+++ DATA LISTING

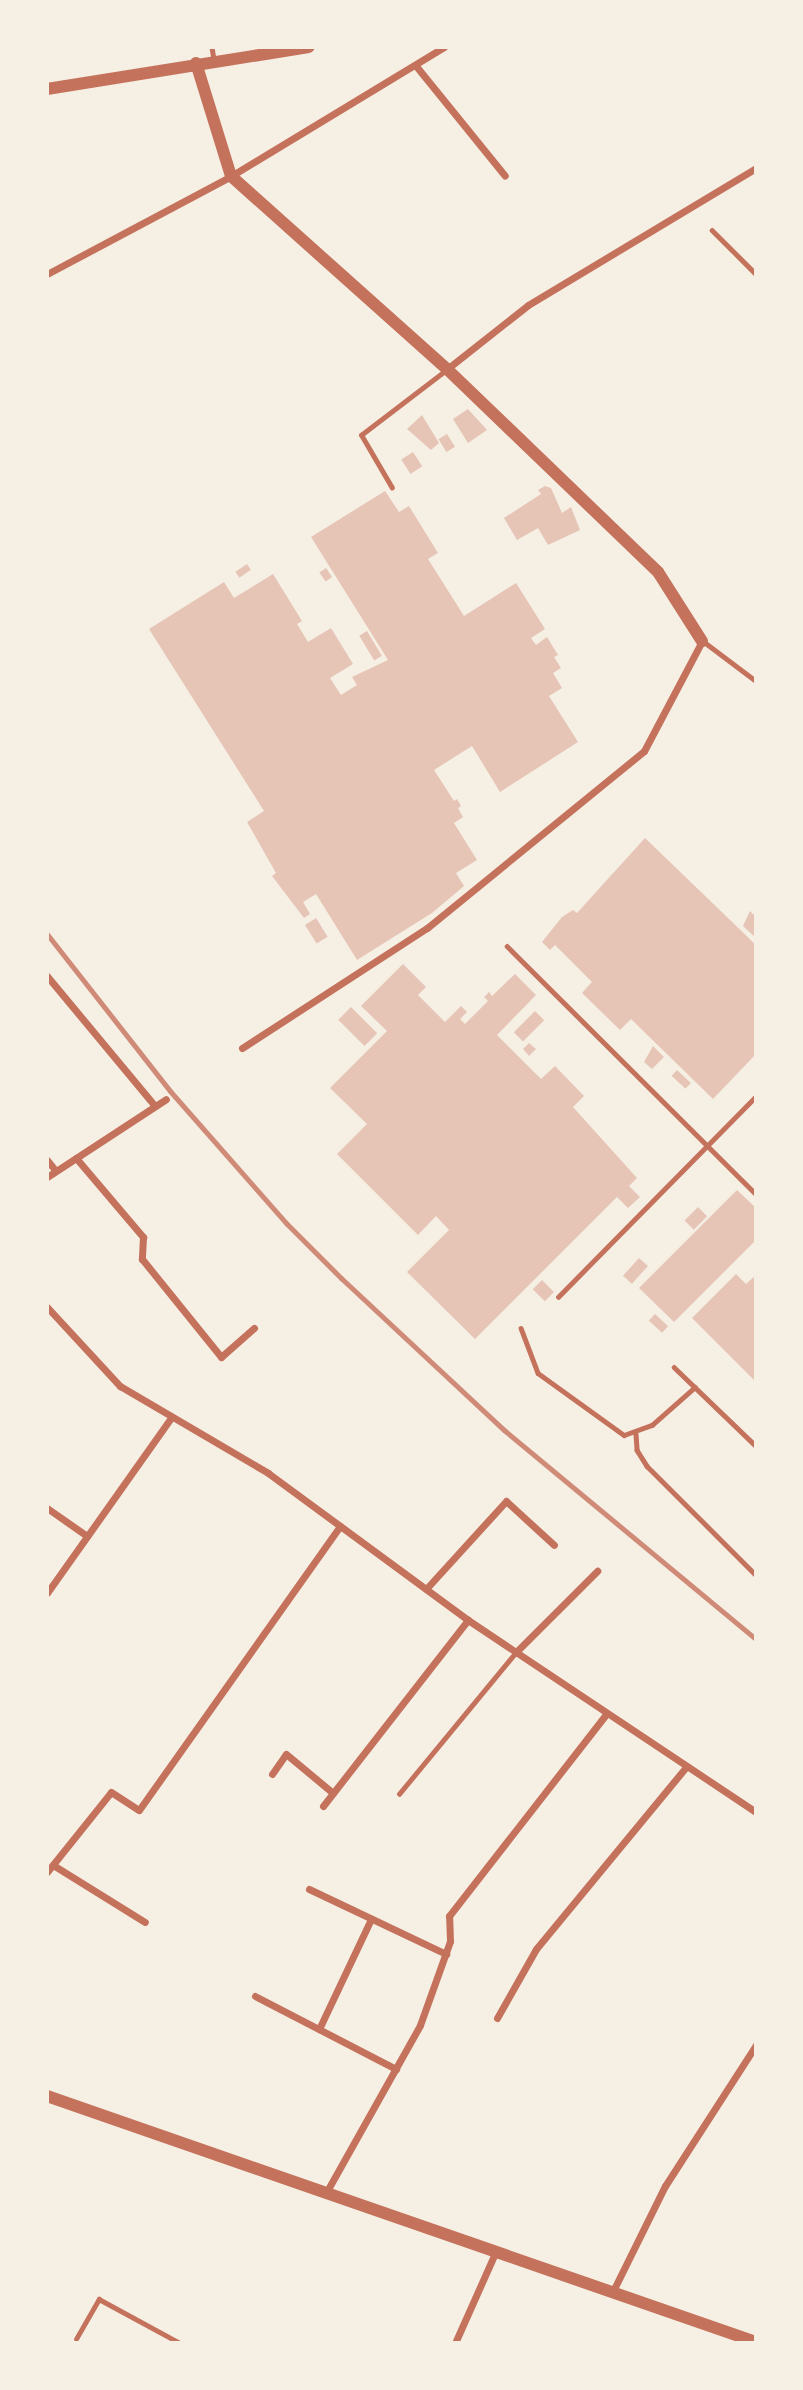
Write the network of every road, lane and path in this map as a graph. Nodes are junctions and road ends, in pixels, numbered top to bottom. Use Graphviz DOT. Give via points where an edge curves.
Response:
graph roads {
  1 [pos="309,47"];
  2 [pos="444,47"];
  3 [pos="213,54"];
  4 [pos="196,63"];
  5 [pos="416,66"];
  6 [pos="47,89"];
  7 [pos="756,168"];
  8 [pos="231,176"];
  9 [pos="505,176"];
  10 [pos="712,230"];
  11 [pos="47,274"];
  12 [pos="756,274"];
  13 [pos="447,369"];
  14 [pos="391,488"];
  15 [pos="702,641"];
  16 [pos="756,681"];
  17 [pos="507,946"];
  18 [pos="47,976"];
  19 [pos="242,1048"];
  20 [pos="756,1096"];
  21 [pos="166,1099"];
  22 [pos="155,1105"];
  23 [pos="706,1148"];
  24 [pos="76,1158"];
  25 [pos="47,1160"];
  26 [pos="56,1171"];
  27 [pos="47,1177"];
  28 [pos="756,1194"];
  29 [pos="558,1297"];
  30 [pos="47,1307"];
  31 [pos="254,1328"];
  32 [pos="520,1328"];
  33 [pos="674,1367"];
  34 [pos="695,1387"];
  35 [pos="171,1418"];
  36 [pos="636,1434"];
  37 [pos="756,1446"];
  38 [pos="47,1508"];
  39 [pos="340,1526"];
  40 [pos="88,1536"];
  41 [pos="554,1545"];
  42 [pos="597,1571"];
  43 [pos="756,1575"];
  44 [pos="426,1589"];
  45 [pos="47,1593"];
  46 [pos="468,1620"];
  47 [pos="516,1652"];
  48 [pos="606,1714"];
  49 [pos="687,1766"];
  50 [pos="272,1774"];
  51 [pos="333,1793"];
  52 [pos="399,1794"];
  53 [pos="323,1806"];
  54 [pos="756,1812"];
  55 [pos="49,1869"];
  56 [pos="309,1889"];
  57 [pos="371,1919"];
  58 [pos="145,1922"];
  59 [pos="446,1954"];
  60 [pos="255,1996"];
  61 [pos="496,2018"];
  62 [pos="319,2029"];
  63 [pos="756,2045"];
  64 [pos="396,2069"];
  65 [pos="47,2096"];
  66 [pos="327,2191"];
  67 [pos="495,2253"];
  68 [pos="613,2291"];
  69 [pos="76,2339"];
  70 [pos="756,2342"];
  71 [pos="180,2343"];
  72 [pos="455,2343"];
  1 -- 3 [label="street"];
  2 -- 5 [label="street"];
  3 -- 4 [label="street"];
  4 -- 6 [label="street"];
  4 -- 8 [label="street"];
  5 -- 8 [label="street"];
  5 -- 9 [label="street"];
  7 -- 13 [label="street" via="528,305"];
  8 -- 11 [label="street"];
  8 -- 13 [label="street"];
  10 -- 12 [label="lane"];
  13 -- 14 [label="lane" via="361,435"];
  13 -- 15 [label="street" via="658,572"];
  15 -- 16 [label="lane"];
  15 -- 19 [label="street" via="644,751 427,928"];
  17 -- 23 [label="lane"];
  18 -- 22 [label="street"];
  20 -- 23 [label="lane"];
  21 -- 22 [label="street"];
  22 -- 24 [label="street"];
  23 -- 28 [label="lane"];
  23 -- 29 [label="lane"];
  24 -- 26 [label="street"];
  24 -- 31 [label="street" via="143,1237 142,1259 221,1357"];
  25 -- 26 [label="street"];
  26 -- 27 [label="street"];
  30 -- 35 [label="street" via="120,1386"];
  32 -- 36 [label="lane" via="538,1373 608,1427"];
  33 -- 34 [label="lane"];
  34 -- 36 [label="lane"];
  34 -- 37 [label="lane"];
  35 -- 39 [label="street" via="268,1473"];
  35 -- 40 [label="street"];
  36 -- 43 [label="lane" via="637,1450 647,1465"];
  38 -- 40 [label="street"];
  39 -- 44 [label="street"];
  39 -- 55 [label="street" via="139,1810 111,1792"];
  40 -- 45 [label="street"];
  41 -- 44 [label="street" via="506,1501"];
  42 -- 47 [label="street"];
  44 -- 46 [label="street"];
  46 -- 47 [label="street"];
  46 -- 51 [label="street"];
  47 -- 48 [label="street"];
  47 -- 52 [label="lane"];
  48 -- 49 [label="street"];
  48 -- 59 [label="street" via="449,1916"];
  49 -- 54 [label="street"];
  49 -- 61 [label="street" via="536,1949"];
  50 -- 51 [label="street" via="286,1754"];
  51 -- 53 [label="street"];
  55 -- 58 [label="street"];
  56 -- 57 [label="street"];
  57 -- 59 [label="street"];
  57 -- 62 [label="street"];
  59 -- 64 [label="street" via="420,2025"];
  60 -- 62 [label="street"];
  62 -- 64 [label="street"];
  63 -- 68 [label="street" via="665,2186"];
  64 -- 66 [label="street"];
  65 -- 66 [label="street"];
  66 -- 67 [label="street"];
  67 -- 68 [label="street"];
  67 -- 72 [label="street"];
  68 -- 70 [label="street"];
  69 -- 71 [label="lane" via="99,2299"];
}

++++++

● **YOUR ASSIGNMENT**
Go through the entries above and report each line with the string "graph" in it.

● **REPLY TO THE EXERCISE**
Write the network of every road, lane and path in this map as a graph. Nodes are junctions and road ends, in pixels, numbered top to bottom. Use Graphviz DOT. Give via points where an edge curves.
graph roads {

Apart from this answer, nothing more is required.